From 1 July 2026, certain business conditions and registration requirements in Vietnam’s accounting services sector are being reshaped. Based on what we can confirm at the time of writing, government resolutions and guidance from related Ministry of Finance units indicate that from 1 July 2026, accounting-services-sector conditions and registration procedures will be substantially revised.

A particularly important point is that the rules governing the existing Accountant Practitioner Certificate (Chứng chỉ kế toán viên) — including its examination, issuance, revocation, and management — are signaled not to be implemented going forward.

As a result, the Accountant Practitioner Certificate is increasingly interpreted not as a “current credential to acquire and evaluate going forward,” but as “a credential that is being effectively discontinued at the regulatory level.”

That said, existing holders’ qualifications and registrations do not immediately lose all meaning. During the transition period, existing qualifications, old-regime registrations, and new-regime treatment may coexist. Transitional measures are also contemplated — for example, allowing existing holders to obtain the Auditor Certificate by taking additional exam subjects.

In hiring contexts, rather than viewing the Accountant Practitioner Certificate as “a current credential to acquire next,” it is more appropriate to treat it as “a previously obtained accounting-services-related credential,” to be evaluated together with the candidate’s practical experience. As noted above, this credential historically provided national-exam-level evidence of systematic knowledge of Vietnamese accounting and tax. The evaluation framework for existing holders does not, in our view, simply disappear.

What remains important after the change

Even with the July 2026 regulatory shift, not every qualification changes in meaning.

The Chief Accountant Training Certificate remains important for CA hiring. This is a separate matter from the review of accounting-services-sector conditions.

The Auditor Certificate (CPA Vietnam / VNCPA) remains important as evidence of audit work and audit experience. The review of the Accountant Practitioner Certificate does not make the Auditor Certificate unnecessary.
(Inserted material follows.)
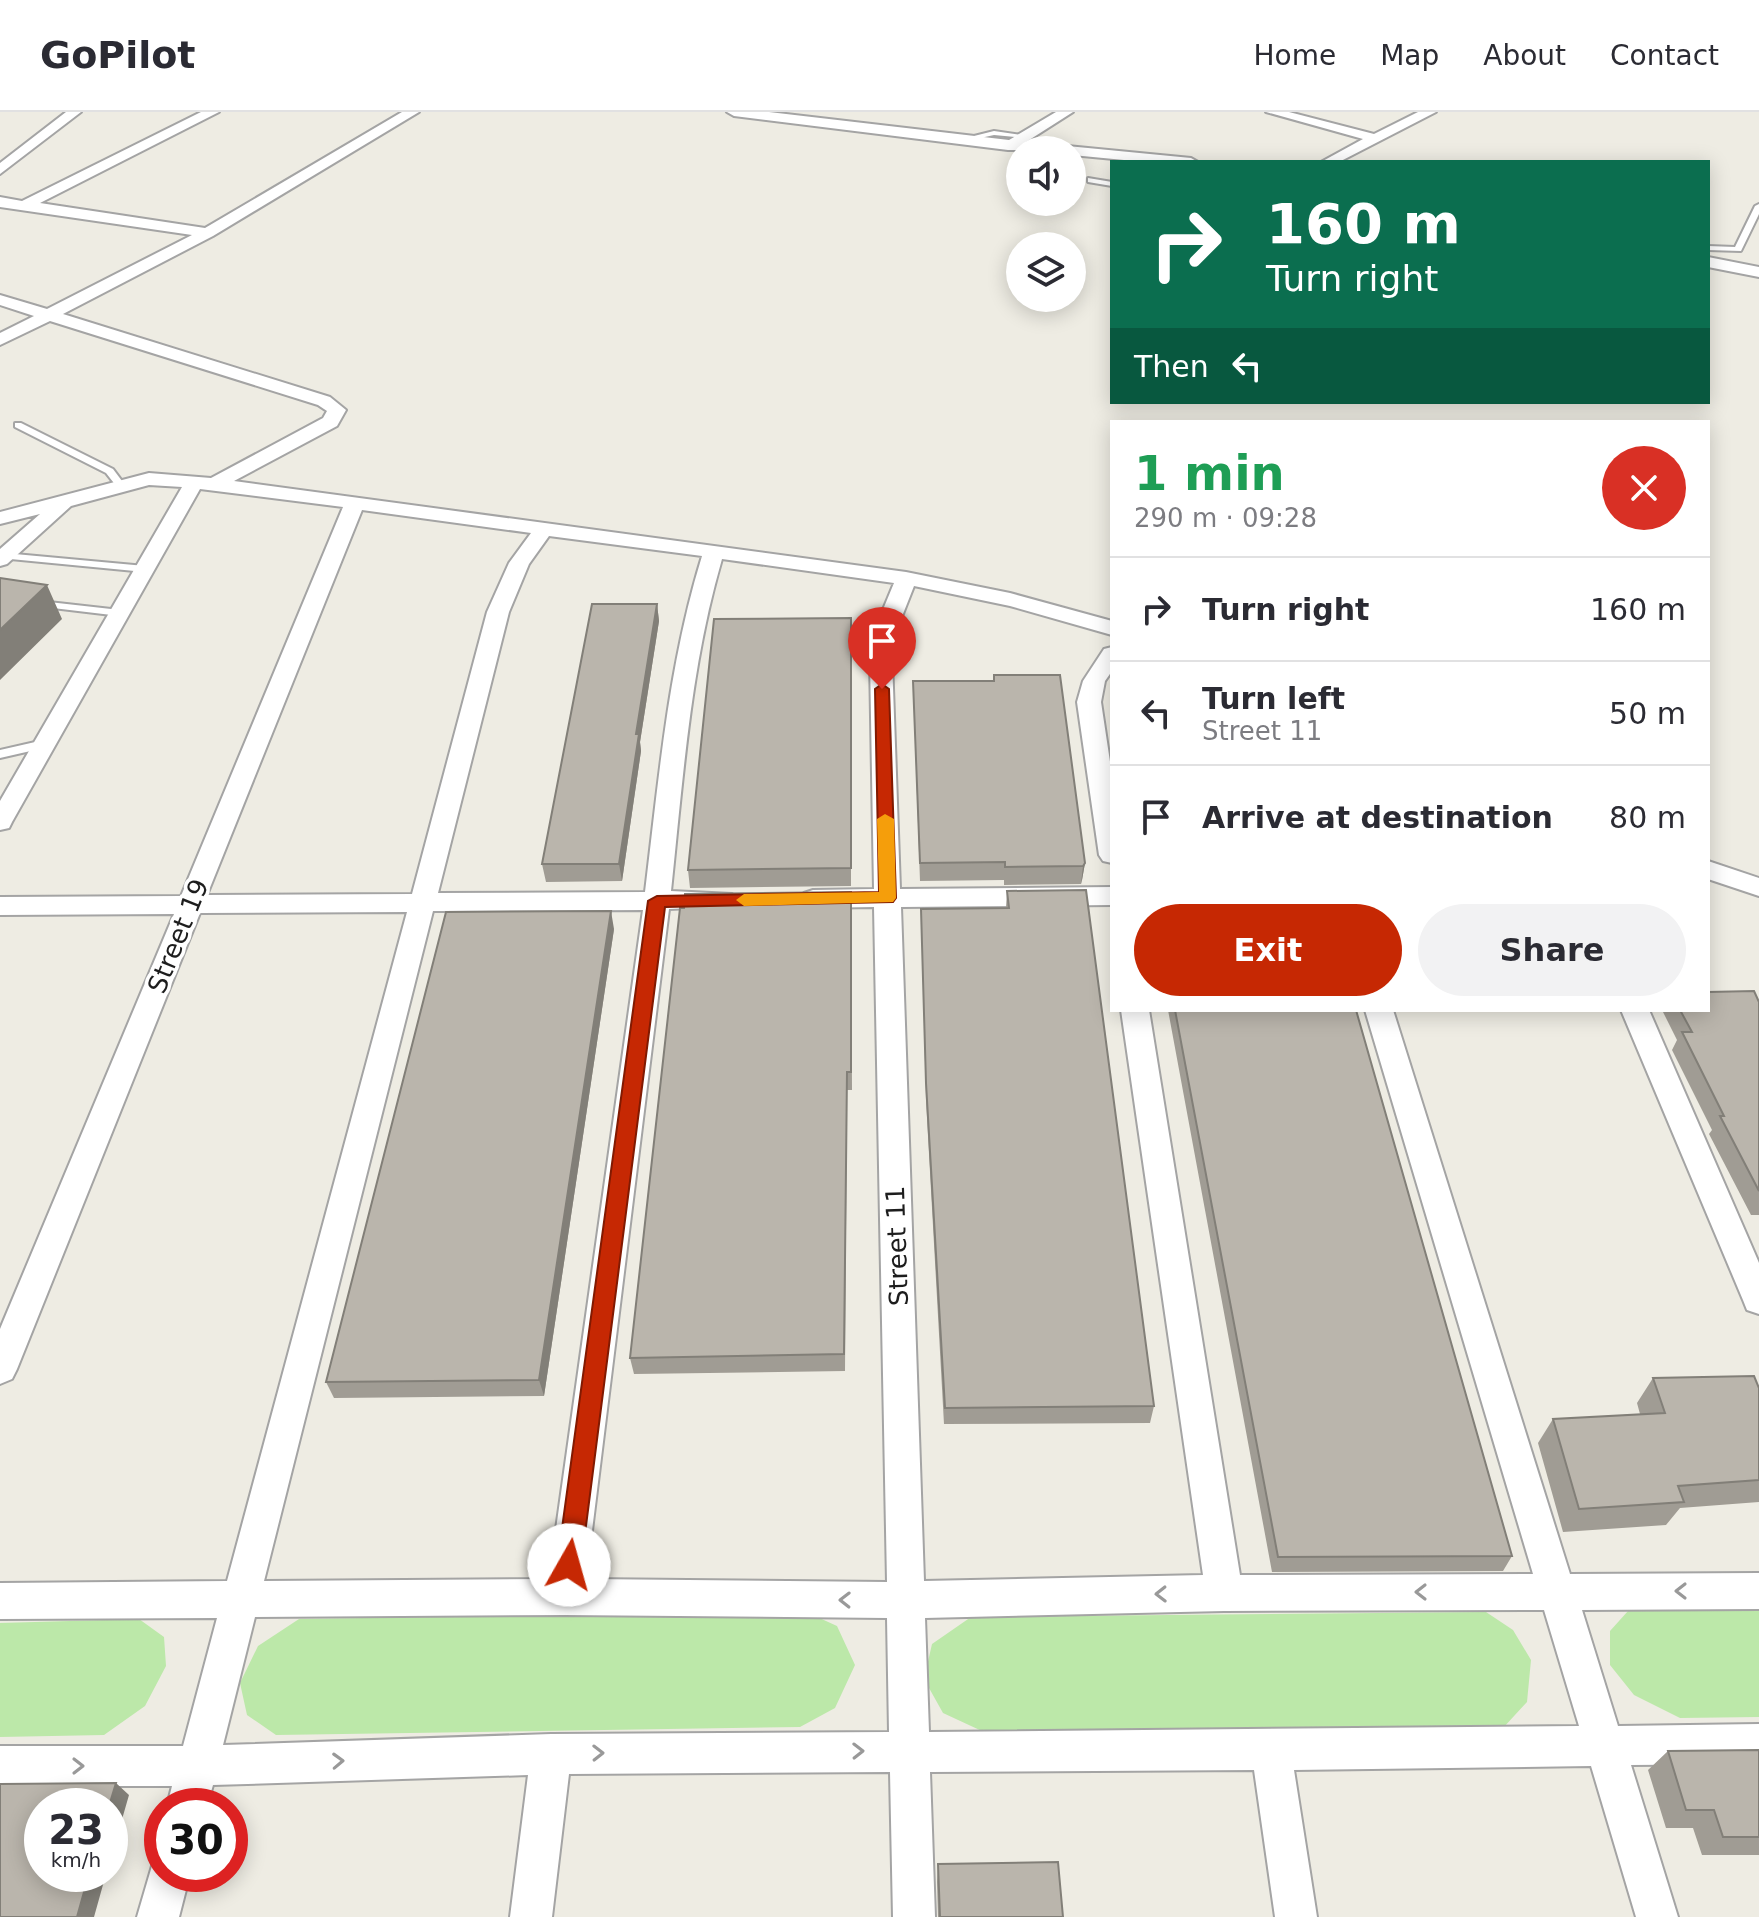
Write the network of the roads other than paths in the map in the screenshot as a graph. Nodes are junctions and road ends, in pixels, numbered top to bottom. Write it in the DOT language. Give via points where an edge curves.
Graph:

The Accountant Practitioner Certificate becomes a credential to be confirmed together with the date of acquisition and the candidate’s practical experience, rather than a credential newly acquired and evaluated under current rules.

4. International Qualifications Common in Vietnam

When hiring for accounting roles at FDI companies, especially in the mid-to-senior range, you frequently encounter candidates holding international qualifications.

4-1. ACCA (Association of Chartered Certified Accountants)

ACCA is one of the most commonly seen international accounting qualifications in Vietnam. It appears regularly on the CVs of Big 4 alumni, audit firm staff, FDI company finance professionals, accounting and tax consulting firms, Finance Managers, and CFO candidates.

When evaluating ACCA, the critical point is which stage the candidate is at. The main labels you will see are ACCA Member, ACCA Affiliate, ACCA Part Qualified, ACCA Student, and ACCA in progress. ACCA Member is a full member who has passed the exams and met the practical experience requirements. Affiliate has passed the exams but has not yet met the practical experience requirement. Part Qualified means the candidate has passed some, but not all, of the exam papers.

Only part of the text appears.